Sa torreta
De la paloma a la Plaza de ses Columnes

Las columnas estuvieron en peligro. La Paloma se esfumó.
Joan Riera
La plaza Francesc Garcia i Orell estuvo a punto de dejar de ser la de las columnas. El proyecto para construir un aparcamiento subterráneo preveía la eliminación de la pérgola circular sostenida sobre columnas dobles. Admitámoslo, no es comparable con la columnata de Bernini, pero los grandes conjuntos ciudadanos se construyen a partir de los pequeños detalles que forman el escenario sobre el que destacan los grandes monumentos. Afortunadamente, la movilización popular impidió que el Ayuntamiento dinamitara un elemento diferenciador del barrio.
Si el sentido común no se hubiera impuesto, el barrio de La Paloma estaría huérfano de su punto de referencia más característico. Por cierto, que hoy casi nadie conoce el enclave con este nombre: La Paloma. Se suele meter en el mismo saco que Pere Garau o, si se pretende ser más concreto, se apuesta directamente por plaza de ses Columnes.
El origen de la urbanización hay que buscarlo en el derribo de las murallas y el posterior diseño del Eixample de Palma a partir del Plan Calvet. Sin embargo, casi medio siglo antes, en 1851, se creó allí un negocio de elaboración de licores.
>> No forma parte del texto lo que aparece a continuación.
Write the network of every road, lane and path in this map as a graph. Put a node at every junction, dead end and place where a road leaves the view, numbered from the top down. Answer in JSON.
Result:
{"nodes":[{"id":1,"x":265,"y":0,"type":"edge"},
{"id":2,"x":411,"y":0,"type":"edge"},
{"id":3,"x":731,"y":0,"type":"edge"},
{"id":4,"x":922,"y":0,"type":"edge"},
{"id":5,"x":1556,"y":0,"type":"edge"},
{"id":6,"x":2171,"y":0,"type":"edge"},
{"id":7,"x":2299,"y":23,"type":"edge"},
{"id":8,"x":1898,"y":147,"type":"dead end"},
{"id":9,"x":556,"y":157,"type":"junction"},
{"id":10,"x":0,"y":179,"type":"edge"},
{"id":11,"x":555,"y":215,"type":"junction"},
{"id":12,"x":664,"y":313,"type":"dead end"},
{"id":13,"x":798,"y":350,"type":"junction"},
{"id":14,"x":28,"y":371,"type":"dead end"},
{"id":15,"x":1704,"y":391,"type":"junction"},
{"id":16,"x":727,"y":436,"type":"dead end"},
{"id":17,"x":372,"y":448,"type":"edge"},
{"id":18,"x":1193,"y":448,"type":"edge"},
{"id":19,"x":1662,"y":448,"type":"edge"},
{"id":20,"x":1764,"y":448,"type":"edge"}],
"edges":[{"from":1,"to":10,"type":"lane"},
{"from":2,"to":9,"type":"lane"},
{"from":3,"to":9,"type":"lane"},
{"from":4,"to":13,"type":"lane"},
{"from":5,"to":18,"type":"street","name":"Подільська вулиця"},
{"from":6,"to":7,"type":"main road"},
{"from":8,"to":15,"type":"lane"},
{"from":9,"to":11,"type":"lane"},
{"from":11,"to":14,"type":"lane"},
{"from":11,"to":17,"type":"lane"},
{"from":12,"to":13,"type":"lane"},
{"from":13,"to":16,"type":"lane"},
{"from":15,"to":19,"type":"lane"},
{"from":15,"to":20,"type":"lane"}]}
El fundador se llamaba Juan Suau Bennàssar. Era una capitán de navío que durante sus travesías por el Caribe había aprendido los secretos de la elaboración de bebidas espirituosas. Con el tiempo, se casó en Mallorca, quedó varado en tierra, abrió el nuevo negocio y de sus alambiques salió el preciado coñac Suau, que aun en nuestros días se pide por su apellido.
Sin embargo, en los primeros años de la andadura empresarial la bebida más celebrada entre los palmesanos, y algunas fuentes aseguran que incluso entre clientes famosos como el mismísimo Pancho Villa, era el Anís La Paloma. La marca dio nombre al barrio, aunque con el paso de los años ha caído en desuso. Si se hubiesen completado los planes municipales también se hubiera perdido la emblemática plaza en la que Gaspar Bennàssar experimentó con el hormigón armado. Es el sino de las ciudades y de la vida: unos sobreviven y otros desaparecen.